Когда Малинцин исполнилось семь лет, завершился пятидесятидвухлетний цикл, и миру вновь грозила гибель солнца. Ей позволили сопровождать отца на Праздник первых лучей, проводившийся на горе Уишачтекатль. Когда Плеяды оказывались в центре неба, приходило время для новой церемонии огня, и тогда жертву душили веревкой, а затем вынимали ее сердце из груди кремневым ножом. Жрец вставлял деревянную палку и пластину в грудь жертвы и вращал палку до тех пор, пока не зажигался огонь. Лишь после этого звезды давали знак о том, что мир продолжит существование. Жрец возносил благодарность богу огня, и послы несли огонь во все уголки империи, начиная со столицы Теночтитлана, и затем во все большие города, чтобы жители могли разжечь домашний очаг от искр первоогня. Люди благодарили богов за возрождение хода времени, прокалывая и царапая себе уши, языки и пенисы колючками кактуса. В дом вносили новые циновки для сна, подметали пол и заново белили стены.

На этом празднестве Малинцин впервые поняла, что ее отец участвовал в ритуальных жертвоприношениях и шрамы на его теле свидетельствовали о набожности. Малинцин узнала также, что пленники «цветочных войн» поднимались по ста четырнадцати ступеням самой высокой пирамиды Теночтитлана, столицы народа мешика. Жрецы безжалостно вырезали их сердца. Малинцин сказали, что принесенные в жертву сразу же отправляются на небо к богу солнца Уицилопочтли, который также был богом войны и покровителем мешика. Другим мертвым приходилось странствовать много лет и выдержать множество испытаний, прежде чем они могли присоединиться к богу солнца, и умирать следовало с куском нефрита в волосах, которым платили желтой собаке за перевоз через темную реку.

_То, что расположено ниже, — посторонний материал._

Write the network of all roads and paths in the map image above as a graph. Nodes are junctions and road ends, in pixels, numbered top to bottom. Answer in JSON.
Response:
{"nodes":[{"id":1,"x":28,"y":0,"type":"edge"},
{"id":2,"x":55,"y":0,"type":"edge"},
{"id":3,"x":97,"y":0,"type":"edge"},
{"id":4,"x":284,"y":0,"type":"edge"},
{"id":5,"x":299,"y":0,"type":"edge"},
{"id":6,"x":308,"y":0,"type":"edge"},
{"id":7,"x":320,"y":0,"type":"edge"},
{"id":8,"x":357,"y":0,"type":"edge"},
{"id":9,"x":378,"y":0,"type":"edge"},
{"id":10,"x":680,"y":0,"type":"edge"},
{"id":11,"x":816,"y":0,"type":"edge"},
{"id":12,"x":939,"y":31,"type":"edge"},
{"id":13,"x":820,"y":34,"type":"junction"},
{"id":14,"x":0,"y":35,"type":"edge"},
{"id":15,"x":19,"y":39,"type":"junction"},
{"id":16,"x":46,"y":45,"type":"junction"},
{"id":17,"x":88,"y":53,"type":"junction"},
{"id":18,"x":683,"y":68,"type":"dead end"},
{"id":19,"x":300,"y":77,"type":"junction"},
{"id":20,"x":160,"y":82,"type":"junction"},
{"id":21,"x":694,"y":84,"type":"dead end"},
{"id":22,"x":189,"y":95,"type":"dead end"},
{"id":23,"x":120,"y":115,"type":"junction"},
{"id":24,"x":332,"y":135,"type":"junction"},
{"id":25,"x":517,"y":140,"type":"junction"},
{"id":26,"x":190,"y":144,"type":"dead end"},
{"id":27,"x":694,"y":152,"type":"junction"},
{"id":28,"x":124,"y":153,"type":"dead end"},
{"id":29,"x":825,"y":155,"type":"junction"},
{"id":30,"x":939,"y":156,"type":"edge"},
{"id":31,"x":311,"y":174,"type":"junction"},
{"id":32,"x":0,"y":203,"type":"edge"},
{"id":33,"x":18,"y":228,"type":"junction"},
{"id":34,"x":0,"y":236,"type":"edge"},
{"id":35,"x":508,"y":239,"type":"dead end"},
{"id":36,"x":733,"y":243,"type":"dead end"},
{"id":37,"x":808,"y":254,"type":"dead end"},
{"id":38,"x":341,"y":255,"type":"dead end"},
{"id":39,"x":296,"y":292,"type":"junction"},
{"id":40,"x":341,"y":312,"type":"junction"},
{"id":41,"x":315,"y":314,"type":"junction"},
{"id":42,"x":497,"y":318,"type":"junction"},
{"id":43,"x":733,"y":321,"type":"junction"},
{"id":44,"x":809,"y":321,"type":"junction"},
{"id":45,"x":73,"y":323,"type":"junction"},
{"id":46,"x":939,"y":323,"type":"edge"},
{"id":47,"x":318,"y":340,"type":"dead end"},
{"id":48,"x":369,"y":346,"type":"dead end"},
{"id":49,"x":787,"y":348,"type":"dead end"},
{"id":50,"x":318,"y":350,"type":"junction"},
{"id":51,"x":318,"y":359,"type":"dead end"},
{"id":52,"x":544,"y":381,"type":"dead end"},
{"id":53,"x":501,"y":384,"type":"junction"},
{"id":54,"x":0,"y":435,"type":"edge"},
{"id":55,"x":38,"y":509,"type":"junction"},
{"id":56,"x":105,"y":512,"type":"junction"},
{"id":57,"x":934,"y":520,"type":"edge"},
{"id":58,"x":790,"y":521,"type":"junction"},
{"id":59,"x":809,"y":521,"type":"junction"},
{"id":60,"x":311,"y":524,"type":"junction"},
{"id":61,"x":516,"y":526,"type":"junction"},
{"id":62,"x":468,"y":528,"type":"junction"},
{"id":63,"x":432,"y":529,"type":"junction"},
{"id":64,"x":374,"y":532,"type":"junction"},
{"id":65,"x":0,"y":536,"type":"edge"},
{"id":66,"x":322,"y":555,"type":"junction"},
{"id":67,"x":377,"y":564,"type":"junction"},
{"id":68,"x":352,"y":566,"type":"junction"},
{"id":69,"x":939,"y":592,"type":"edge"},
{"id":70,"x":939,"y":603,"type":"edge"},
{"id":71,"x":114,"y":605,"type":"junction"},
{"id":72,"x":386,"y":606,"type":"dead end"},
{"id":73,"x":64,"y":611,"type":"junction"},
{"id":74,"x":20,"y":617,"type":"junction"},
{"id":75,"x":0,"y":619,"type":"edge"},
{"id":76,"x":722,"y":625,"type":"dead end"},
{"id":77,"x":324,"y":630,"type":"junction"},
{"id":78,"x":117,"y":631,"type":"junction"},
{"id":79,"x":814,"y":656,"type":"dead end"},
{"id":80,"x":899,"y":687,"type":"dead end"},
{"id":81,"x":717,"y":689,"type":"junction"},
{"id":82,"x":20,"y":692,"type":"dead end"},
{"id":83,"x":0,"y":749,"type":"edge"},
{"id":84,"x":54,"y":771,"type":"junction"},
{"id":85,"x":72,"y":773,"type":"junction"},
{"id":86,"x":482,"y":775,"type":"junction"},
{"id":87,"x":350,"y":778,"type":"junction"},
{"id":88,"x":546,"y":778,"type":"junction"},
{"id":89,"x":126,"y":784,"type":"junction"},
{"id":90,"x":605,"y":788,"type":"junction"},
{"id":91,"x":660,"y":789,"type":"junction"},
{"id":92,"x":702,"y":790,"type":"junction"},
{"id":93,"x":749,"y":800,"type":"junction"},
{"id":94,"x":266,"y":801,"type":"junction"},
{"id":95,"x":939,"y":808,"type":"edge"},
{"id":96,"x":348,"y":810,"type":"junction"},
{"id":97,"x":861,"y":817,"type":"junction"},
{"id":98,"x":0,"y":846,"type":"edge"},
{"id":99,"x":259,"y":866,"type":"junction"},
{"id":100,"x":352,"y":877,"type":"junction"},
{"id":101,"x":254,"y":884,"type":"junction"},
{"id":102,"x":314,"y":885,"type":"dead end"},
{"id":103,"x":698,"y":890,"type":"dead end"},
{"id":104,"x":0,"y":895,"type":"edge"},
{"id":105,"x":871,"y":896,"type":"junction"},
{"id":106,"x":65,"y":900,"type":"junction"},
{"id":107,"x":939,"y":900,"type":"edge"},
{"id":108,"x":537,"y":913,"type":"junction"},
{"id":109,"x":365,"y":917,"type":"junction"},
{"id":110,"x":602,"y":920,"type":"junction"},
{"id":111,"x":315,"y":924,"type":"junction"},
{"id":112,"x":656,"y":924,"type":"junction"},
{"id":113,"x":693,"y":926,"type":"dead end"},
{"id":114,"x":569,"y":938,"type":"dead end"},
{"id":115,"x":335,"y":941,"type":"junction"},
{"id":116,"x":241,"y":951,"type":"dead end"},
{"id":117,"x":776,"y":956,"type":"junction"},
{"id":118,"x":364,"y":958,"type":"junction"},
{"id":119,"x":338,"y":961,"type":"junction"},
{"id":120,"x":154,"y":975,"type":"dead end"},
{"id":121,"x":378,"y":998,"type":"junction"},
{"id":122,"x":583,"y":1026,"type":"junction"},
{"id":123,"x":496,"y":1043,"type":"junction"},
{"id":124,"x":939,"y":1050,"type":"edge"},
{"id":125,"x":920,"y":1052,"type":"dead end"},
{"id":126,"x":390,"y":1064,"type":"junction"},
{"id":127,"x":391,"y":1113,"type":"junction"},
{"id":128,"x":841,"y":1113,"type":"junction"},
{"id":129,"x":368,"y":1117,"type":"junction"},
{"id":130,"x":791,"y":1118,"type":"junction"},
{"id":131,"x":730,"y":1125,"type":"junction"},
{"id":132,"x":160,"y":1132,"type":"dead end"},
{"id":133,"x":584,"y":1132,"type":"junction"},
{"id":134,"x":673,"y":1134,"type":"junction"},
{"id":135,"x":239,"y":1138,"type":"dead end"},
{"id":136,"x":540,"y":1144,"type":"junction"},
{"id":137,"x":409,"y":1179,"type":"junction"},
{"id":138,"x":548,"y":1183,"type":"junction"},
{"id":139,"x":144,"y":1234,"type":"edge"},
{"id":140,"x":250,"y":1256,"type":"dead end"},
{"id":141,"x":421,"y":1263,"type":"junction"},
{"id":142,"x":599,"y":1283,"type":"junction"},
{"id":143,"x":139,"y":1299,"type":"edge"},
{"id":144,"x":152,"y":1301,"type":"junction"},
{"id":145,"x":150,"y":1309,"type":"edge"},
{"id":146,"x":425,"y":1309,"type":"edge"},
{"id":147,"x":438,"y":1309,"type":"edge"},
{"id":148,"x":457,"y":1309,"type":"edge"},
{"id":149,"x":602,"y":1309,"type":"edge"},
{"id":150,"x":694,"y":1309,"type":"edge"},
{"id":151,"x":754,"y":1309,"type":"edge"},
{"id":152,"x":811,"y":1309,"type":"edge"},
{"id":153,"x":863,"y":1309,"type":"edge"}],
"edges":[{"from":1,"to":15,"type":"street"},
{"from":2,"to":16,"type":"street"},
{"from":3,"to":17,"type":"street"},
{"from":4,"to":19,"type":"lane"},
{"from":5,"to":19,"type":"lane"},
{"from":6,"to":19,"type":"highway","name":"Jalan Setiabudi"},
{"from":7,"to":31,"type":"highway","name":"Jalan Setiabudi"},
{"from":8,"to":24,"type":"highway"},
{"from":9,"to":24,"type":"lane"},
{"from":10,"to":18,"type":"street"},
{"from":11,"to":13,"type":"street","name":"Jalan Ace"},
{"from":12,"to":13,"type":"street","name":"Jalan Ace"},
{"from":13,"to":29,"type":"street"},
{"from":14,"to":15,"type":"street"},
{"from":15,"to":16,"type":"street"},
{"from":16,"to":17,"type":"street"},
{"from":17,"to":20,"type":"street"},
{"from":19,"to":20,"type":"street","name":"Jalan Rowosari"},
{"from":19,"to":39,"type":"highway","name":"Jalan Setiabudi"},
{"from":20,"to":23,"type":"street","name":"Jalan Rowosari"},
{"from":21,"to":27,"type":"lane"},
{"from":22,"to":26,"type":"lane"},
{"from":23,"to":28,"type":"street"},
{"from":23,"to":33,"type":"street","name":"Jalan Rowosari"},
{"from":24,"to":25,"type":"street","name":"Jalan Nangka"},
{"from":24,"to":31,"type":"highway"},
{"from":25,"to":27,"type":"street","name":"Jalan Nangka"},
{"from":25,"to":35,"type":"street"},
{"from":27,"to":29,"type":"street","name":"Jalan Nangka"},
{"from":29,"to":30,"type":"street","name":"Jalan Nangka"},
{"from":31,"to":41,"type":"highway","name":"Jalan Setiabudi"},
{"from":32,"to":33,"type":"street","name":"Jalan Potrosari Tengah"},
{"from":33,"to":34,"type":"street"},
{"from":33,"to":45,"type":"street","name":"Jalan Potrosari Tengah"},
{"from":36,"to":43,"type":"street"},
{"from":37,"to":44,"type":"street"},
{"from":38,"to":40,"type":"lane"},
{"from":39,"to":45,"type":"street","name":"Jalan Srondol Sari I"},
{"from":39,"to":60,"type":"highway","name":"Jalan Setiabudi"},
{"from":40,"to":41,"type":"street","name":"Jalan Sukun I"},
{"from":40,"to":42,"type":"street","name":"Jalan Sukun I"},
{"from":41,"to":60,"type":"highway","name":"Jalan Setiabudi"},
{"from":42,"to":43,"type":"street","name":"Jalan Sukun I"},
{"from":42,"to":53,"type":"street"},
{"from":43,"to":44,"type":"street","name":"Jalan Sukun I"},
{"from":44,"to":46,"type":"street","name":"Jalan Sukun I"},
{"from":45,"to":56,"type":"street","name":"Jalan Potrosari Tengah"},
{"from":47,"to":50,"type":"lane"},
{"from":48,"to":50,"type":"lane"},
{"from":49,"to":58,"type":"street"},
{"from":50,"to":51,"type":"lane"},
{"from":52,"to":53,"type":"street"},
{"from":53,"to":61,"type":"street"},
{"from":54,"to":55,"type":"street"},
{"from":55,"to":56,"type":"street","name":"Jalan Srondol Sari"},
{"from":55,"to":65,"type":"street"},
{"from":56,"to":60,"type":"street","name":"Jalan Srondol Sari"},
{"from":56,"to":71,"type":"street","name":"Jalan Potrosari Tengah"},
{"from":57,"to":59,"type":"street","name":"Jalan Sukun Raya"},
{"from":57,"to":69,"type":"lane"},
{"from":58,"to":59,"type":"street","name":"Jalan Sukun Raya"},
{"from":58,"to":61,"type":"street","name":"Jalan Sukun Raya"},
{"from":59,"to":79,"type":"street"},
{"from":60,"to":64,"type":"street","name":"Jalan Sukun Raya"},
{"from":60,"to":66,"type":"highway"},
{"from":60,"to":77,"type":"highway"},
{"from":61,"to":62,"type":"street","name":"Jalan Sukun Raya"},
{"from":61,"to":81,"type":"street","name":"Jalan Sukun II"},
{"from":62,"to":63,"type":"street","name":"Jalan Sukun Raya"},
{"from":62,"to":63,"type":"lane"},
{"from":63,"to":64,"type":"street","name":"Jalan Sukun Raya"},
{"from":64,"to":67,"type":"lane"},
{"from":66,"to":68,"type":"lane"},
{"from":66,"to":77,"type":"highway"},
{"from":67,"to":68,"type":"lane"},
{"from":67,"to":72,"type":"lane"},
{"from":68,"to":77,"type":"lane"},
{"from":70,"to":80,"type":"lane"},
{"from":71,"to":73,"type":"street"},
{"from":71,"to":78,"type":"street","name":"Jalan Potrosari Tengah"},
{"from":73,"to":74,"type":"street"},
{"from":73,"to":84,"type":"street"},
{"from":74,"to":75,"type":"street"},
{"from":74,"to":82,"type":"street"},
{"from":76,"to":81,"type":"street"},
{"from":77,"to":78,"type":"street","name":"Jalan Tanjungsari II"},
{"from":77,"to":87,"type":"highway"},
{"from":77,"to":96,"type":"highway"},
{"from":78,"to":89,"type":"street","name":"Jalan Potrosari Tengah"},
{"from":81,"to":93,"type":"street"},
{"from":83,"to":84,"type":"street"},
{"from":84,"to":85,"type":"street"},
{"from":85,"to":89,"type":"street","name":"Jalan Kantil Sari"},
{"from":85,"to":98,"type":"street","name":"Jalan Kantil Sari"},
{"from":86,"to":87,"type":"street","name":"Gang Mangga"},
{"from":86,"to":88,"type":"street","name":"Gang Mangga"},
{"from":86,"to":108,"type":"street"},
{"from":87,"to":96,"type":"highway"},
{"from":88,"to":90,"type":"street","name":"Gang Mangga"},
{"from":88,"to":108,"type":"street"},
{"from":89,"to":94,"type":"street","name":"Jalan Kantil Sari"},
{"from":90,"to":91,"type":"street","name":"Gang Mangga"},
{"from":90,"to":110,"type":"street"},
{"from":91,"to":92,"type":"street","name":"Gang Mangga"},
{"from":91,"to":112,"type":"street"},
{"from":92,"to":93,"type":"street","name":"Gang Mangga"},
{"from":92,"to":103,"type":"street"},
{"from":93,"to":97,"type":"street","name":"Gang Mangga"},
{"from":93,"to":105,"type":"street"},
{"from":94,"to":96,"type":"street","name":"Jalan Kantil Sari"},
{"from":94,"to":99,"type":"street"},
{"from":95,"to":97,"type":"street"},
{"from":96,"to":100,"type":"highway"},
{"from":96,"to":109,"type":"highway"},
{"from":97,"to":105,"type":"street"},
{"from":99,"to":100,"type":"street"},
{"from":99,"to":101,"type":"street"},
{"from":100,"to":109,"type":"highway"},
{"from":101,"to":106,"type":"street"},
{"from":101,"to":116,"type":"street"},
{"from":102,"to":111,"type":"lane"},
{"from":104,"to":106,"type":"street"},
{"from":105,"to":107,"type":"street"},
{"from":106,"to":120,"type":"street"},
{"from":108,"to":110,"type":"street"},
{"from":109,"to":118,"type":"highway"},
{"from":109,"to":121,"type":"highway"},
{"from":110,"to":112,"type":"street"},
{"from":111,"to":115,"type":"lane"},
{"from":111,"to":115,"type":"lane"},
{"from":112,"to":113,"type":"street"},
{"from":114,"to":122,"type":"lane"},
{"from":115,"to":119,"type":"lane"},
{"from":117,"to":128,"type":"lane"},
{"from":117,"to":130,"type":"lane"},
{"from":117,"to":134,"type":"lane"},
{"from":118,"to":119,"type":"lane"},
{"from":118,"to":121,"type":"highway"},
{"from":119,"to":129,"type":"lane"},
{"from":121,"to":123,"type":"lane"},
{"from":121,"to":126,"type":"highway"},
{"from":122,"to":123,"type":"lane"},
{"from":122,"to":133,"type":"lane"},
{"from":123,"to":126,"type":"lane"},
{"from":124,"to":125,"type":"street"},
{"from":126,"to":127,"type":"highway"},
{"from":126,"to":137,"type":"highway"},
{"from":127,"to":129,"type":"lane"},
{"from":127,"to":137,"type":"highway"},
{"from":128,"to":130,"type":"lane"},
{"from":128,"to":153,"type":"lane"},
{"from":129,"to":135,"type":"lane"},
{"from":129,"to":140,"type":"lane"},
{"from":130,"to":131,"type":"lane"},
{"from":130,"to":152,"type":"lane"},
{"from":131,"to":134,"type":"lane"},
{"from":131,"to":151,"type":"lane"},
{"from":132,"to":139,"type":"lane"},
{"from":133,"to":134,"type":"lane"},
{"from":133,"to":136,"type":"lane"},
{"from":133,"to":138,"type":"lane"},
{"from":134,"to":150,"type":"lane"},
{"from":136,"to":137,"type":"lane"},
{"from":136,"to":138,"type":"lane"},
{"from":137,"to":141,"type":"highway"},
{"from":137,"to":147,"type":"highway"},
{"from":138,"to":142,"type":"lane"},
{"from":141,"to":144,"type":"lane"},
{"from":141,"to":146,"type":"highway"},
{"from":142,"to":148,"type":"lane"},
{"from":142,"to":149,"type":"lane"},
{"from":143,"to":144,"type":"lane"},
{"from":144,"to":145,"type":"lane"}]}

Пленников, как и воинов, считали героями, а некоторых из них считали обещанными богу, потому за год до жертвоприношения их начинали кормить и развлекать, к ним приводили прекрасных дев, дарили цветы и роскошные одежды. Обещанные богу умирали, чтобы возродиться вновь. Мать говорила Малинцин, что обещанных богу окружали почетом, и потому они только радовались, что их принесут в жертву, ведь так они могли умереть сообразно с законом, выполняя свой долг. Но во время весеннего Праздника свежевания Малинцин заметила, что пленных подташнивает от страха. Некоторых волокли к храму насильно, и они вопили, другие же, подходя к священным ступеням, от страха опорожняли кишечник, оставляя за собой след из фекалий и мочи, — прямое свидетельство их невыразимого ужаса.

Кроме того, была еще и рабыня, которая заботилась о Малинцин. Ребенка этой рабыни избрали послы из столицы, чтобы на празднике принести в жертву богу дождя Тлалоку. Младенцев бросали в волны реки, их слезы делали Тлалока счастливым, и он дарил людям дождевые тучи. Воды небесные питали урожай, спасая жизни людей, но рабыня не считала, что принести своего сына в жертву ради благополучия всей страны — это большая честь. Она не чувствовала себя ни благодарной, ни польщенной, поскольку любила ребенка больше всего на свете. Мать Малинцин говорила, что эта женщина — недостойная представительница империи и следует наказать ее за непокорность, лишив привилегий жертвоприношения. Рабыня рассказала Малинцин, что хочет спрятать младенца от послов, а ведь это было преступление, за которое наказывали чем-то похуже смерти.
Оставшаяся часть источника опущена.